* [WORK TO BE COMPLETED]:
Between the line containing "ring dip: (1051, 926)" and the line containing "thumb mcp: (1183, 986)" lies a run of lines; give that run again exactly, with both of those lines, and nothing else from the entries below.

[EXERCISE MATERIAL — start]

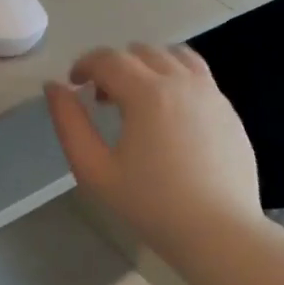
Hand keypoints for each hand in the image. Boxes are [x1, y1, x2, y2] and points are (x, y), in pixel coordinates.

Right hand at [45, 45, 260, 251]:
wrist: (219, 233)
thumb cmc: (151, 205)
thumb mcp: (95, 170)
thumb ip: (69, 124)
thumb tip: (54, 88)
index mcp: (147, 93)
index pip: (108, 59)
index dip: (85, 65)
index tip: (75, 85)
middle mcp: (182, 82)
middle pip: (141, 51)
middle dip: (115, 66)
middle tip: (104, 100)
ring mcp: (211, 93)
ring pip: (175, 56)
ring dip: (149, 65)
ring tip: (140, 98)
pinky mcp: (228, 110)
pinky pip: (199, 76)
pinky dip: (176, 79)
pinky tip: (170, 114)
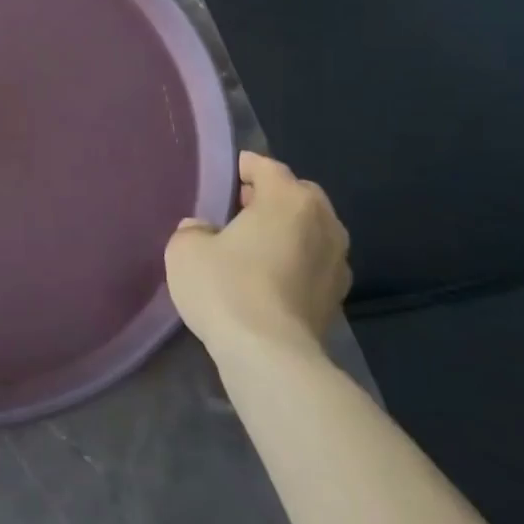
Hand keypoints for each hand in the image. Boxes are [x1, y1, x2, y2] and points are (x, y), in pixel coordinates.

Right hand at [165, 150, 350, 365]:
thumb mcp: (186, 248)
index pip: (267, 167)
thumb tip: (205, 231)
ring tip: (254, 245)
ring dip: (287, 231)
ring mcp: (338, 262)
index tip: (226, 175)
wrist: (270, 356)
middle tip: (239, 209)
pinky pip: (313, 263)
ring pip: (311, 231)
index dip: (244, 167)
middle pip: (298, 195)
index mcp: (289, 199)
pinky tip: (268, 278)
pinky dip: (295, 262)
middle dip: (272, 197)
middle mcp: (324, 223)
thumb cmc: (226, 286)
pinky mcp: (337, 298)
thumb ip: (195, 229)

[EXERCISE MATERIAL — finish]
[EXERCISE MATERIAL — start]

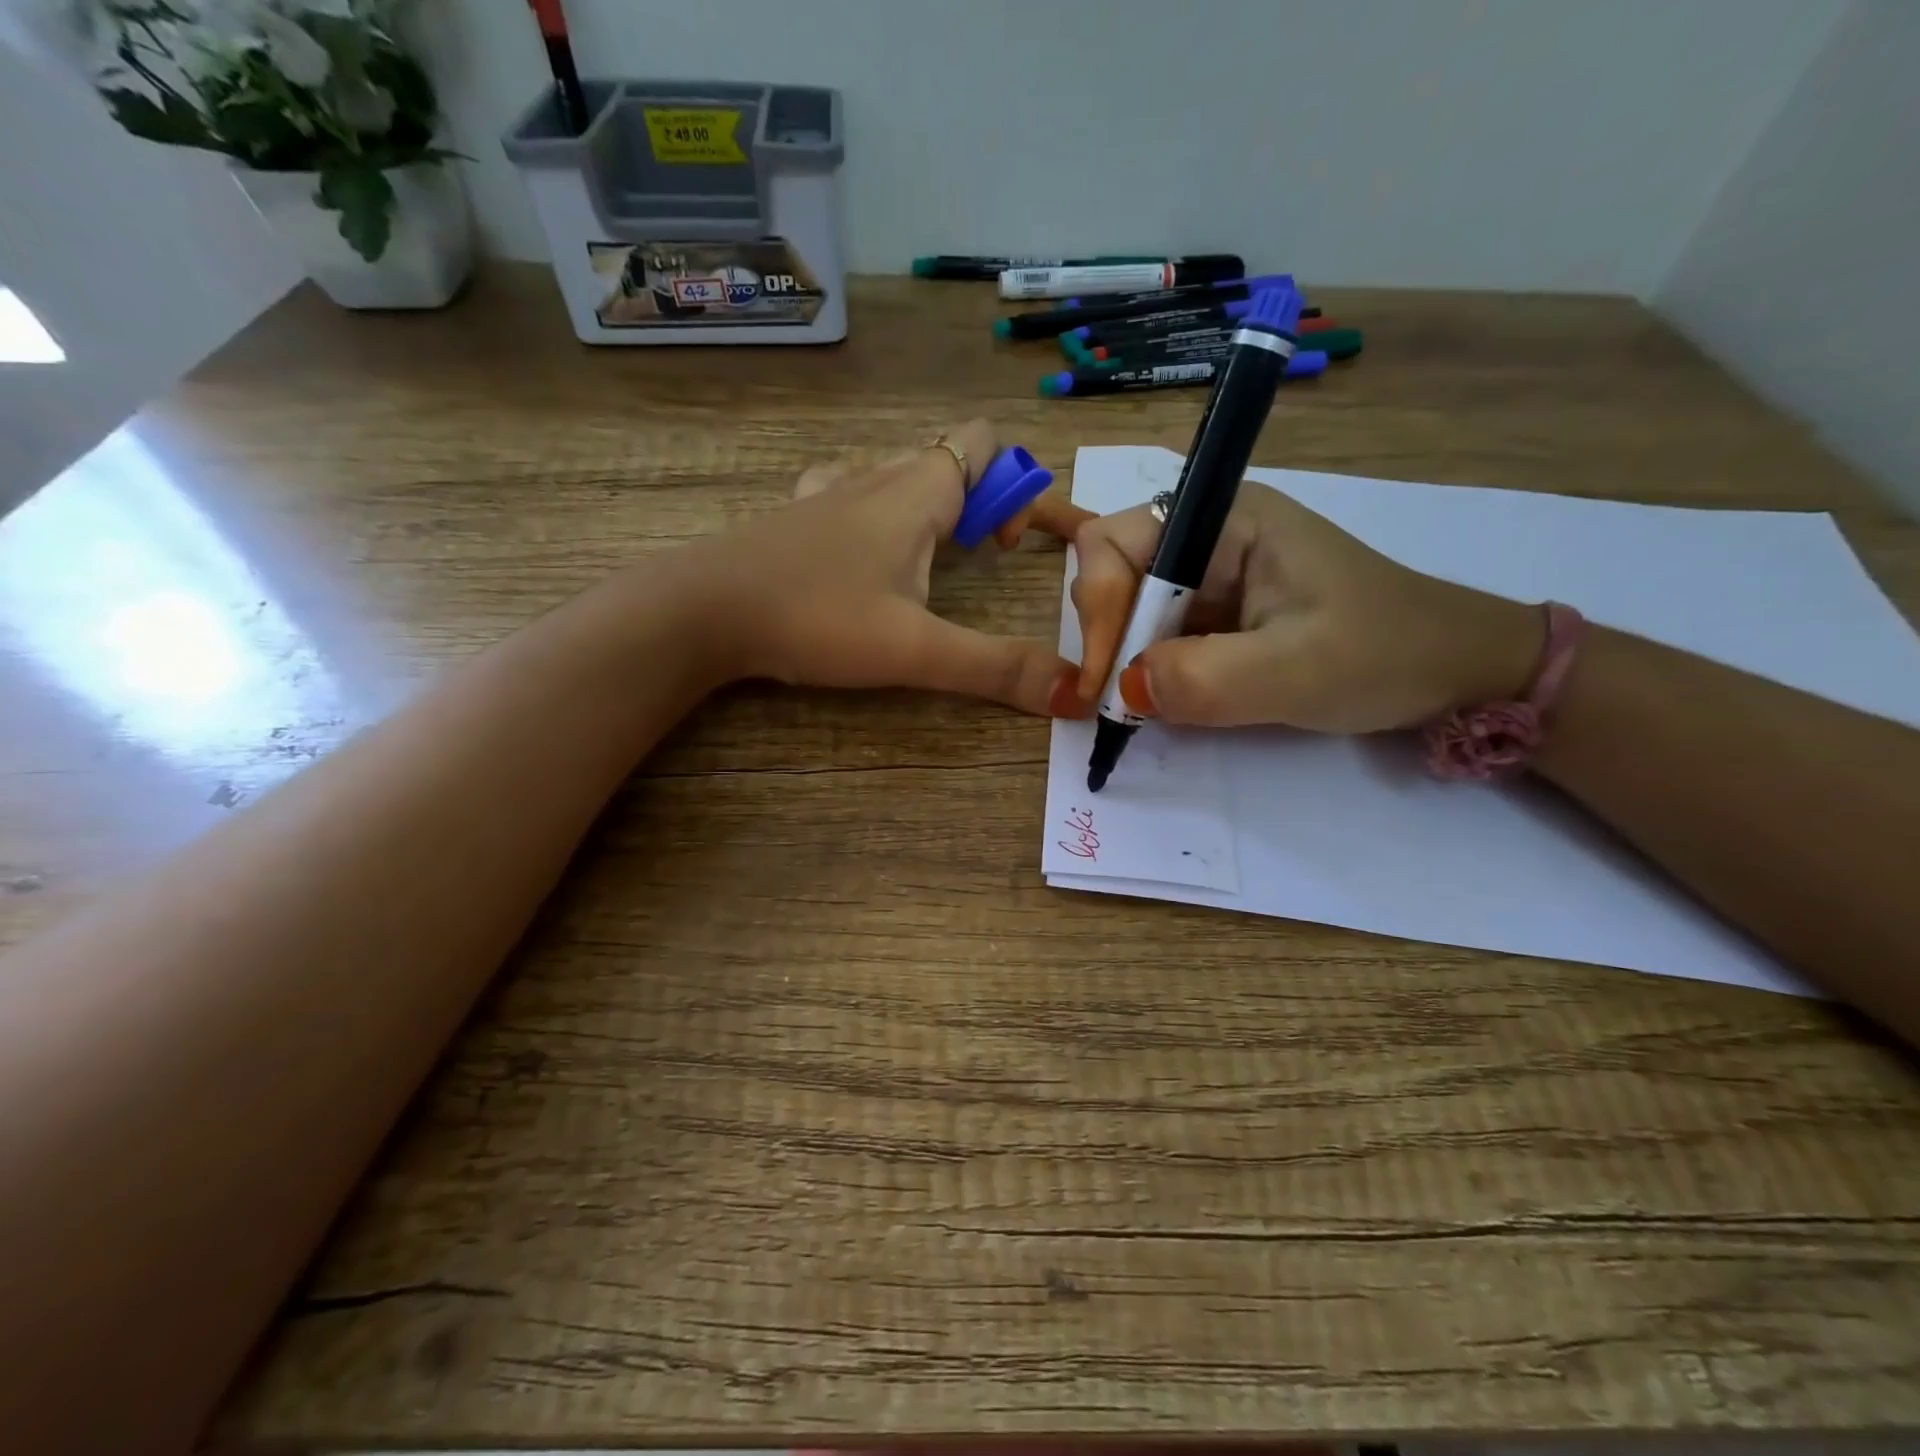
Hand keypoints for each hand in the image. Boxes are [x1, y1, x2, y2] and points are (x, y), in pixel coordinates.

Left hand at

[EXERCISE MATERIAL — finish]
[EXERCISE MATERIAL — start]

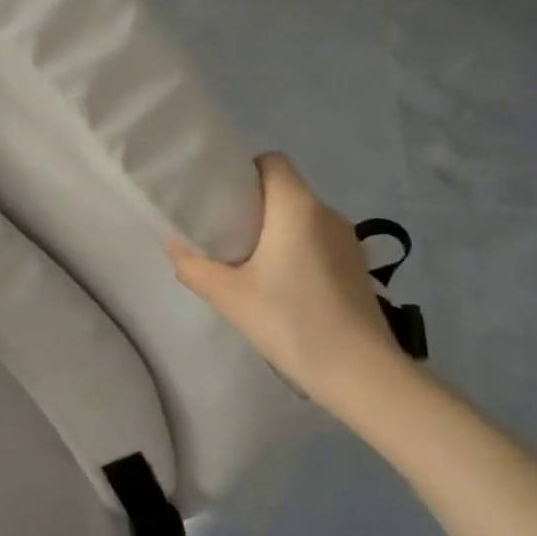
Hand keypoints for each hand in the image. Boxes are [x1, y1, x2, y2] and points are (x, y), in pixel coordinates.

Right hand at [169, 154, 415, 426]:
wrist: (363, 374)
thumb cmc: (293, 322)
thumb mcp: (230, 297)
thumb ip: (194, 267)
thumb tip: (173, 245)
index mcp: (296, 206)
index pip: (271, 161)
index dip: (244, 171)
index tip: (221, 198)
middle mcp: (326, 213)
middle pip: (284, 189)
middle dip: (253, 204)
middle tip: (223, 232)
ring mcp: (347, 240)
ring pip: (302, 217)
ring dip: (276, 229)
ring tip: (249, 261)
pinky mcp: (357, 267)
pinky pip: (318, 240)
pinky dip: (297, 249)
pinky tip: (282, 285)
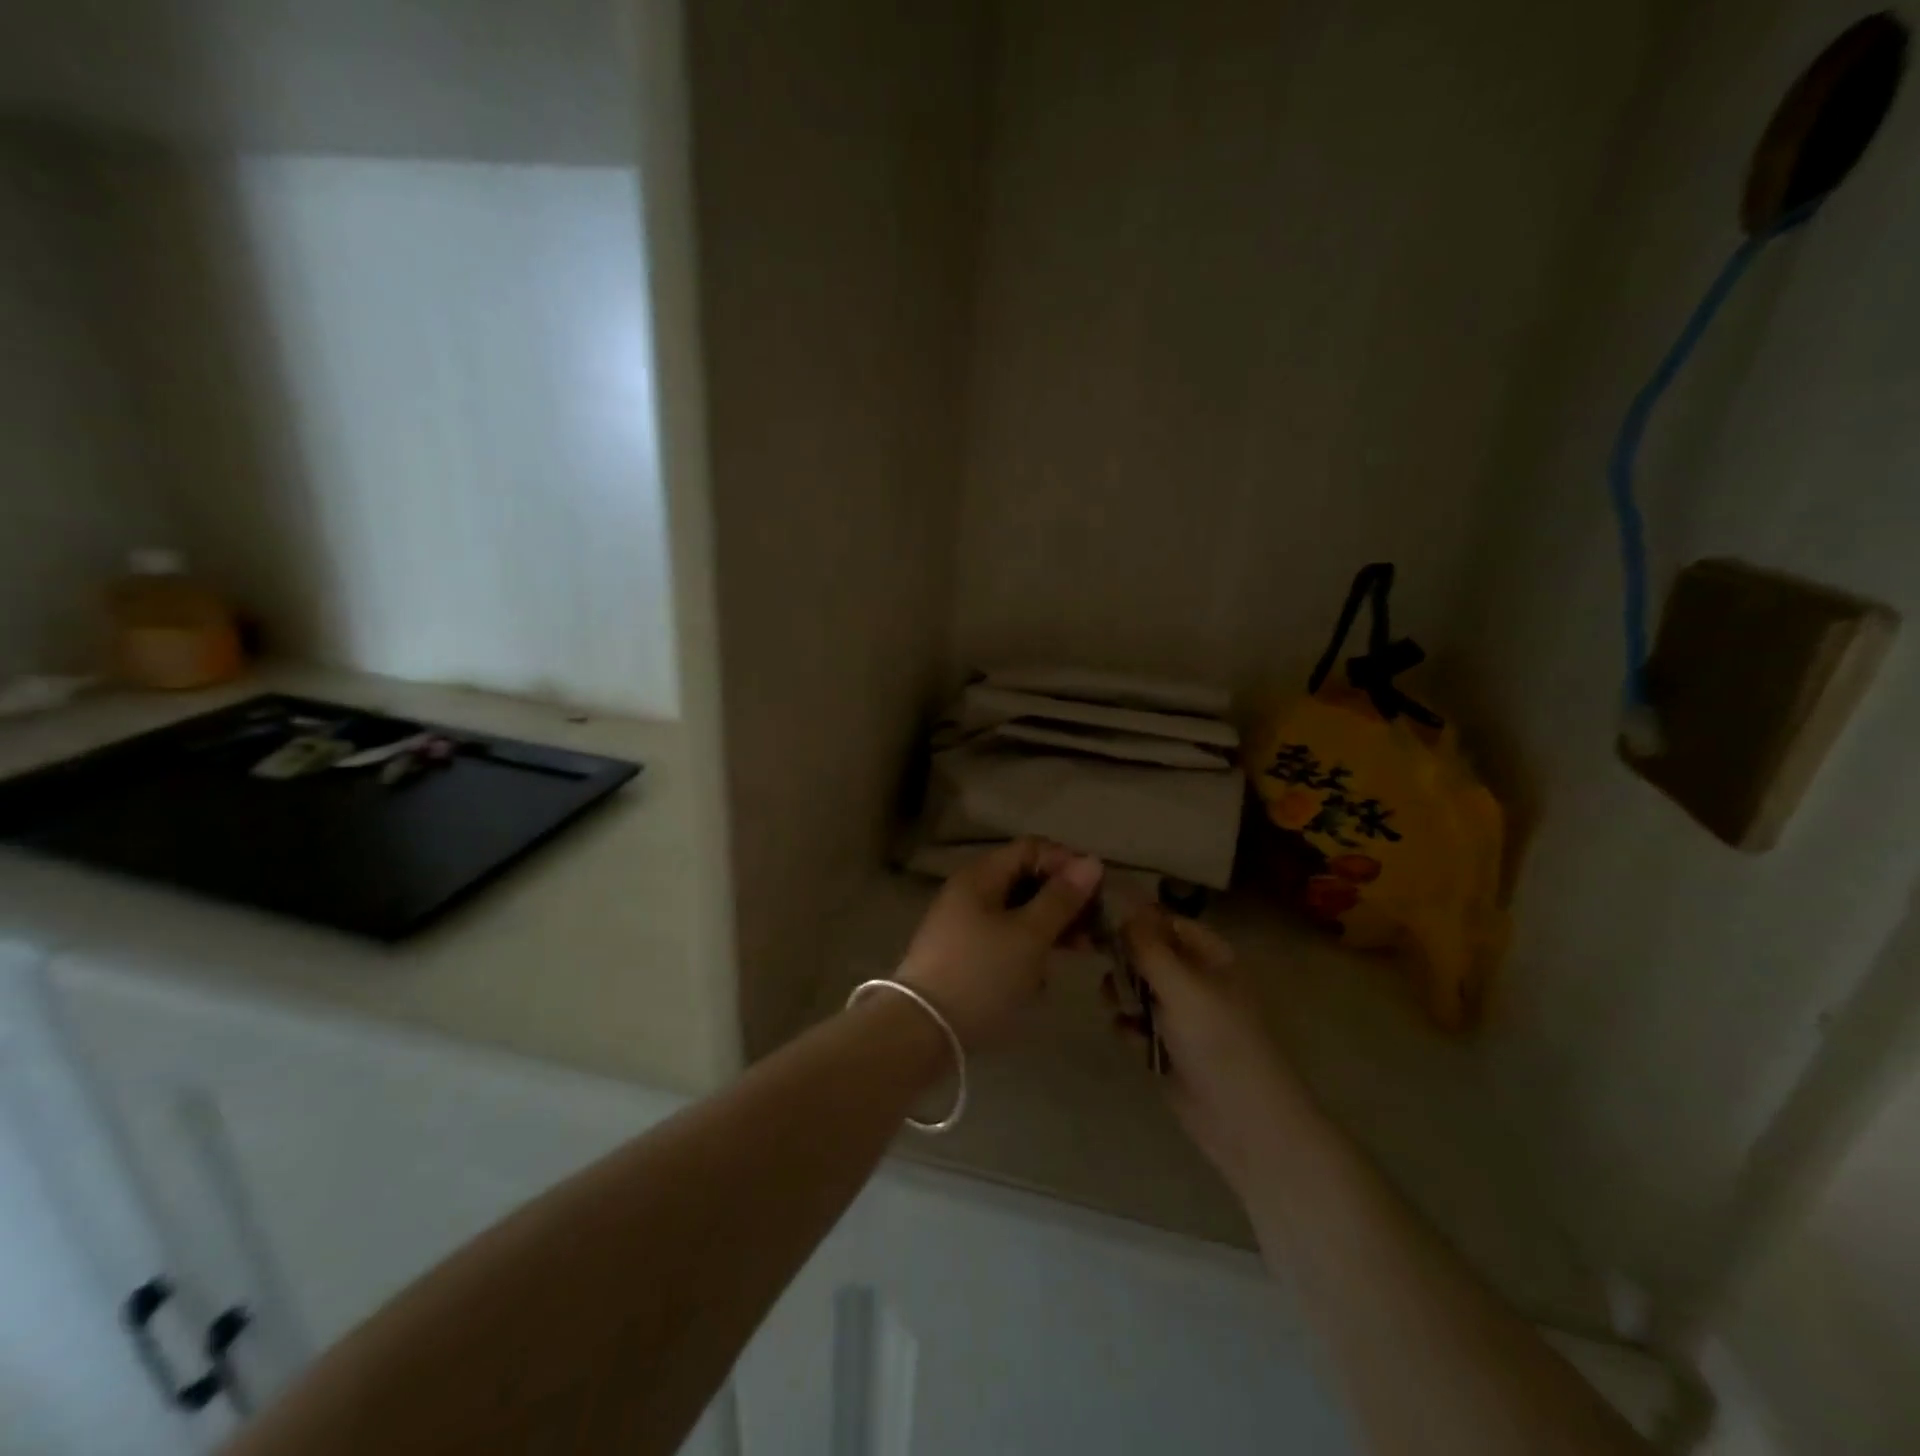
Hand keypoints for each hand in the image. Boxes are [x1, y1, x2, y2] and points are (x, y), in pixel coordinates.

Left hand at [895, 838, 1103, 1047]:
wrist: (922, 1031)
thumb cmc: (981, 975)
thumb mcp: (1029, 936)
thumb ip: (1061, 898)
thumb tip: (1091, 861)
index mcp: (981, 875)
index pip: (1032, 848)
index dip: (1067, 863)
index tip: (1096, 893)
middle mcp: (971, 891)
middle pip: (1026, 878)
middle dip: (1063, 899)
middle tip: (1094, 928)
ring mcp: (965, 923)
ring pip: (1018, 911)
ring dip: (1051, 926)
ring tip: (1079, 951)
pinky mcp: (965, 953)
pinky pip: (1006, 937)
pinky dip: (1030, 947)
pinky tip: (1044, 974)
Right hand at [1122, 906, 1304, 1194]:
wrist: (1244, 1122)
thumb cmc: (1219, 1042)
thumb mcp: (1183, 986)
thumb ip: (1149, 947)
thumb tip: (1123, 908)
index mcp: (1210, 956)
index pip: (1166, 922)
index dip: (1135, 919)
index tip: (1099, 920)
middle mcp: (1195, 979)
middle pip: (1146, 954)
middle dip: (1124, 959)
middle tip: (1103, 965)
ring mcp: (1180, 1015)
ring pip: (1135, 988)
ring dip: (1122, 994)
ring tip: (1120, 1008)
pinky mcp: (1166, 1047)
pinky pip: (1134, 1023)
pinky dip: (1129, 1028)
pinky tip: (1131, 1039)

[EXERCISE MATERIAL — finish]

* [TASK ANSWER]:
ring dip: (1051, 926)
ring tip: (1079, 951)
pinky mcp: (965, 953)
pinky pip: (1006, 937)
pinky dip: (1030, 947)
pinky tip: (1044, 974)
Right hand at [1122, 906, 1304, 1194]:
wrist: (1244, 1122)
thumb cmc: (1219, 1042)
thumb mcp: (1183, 986)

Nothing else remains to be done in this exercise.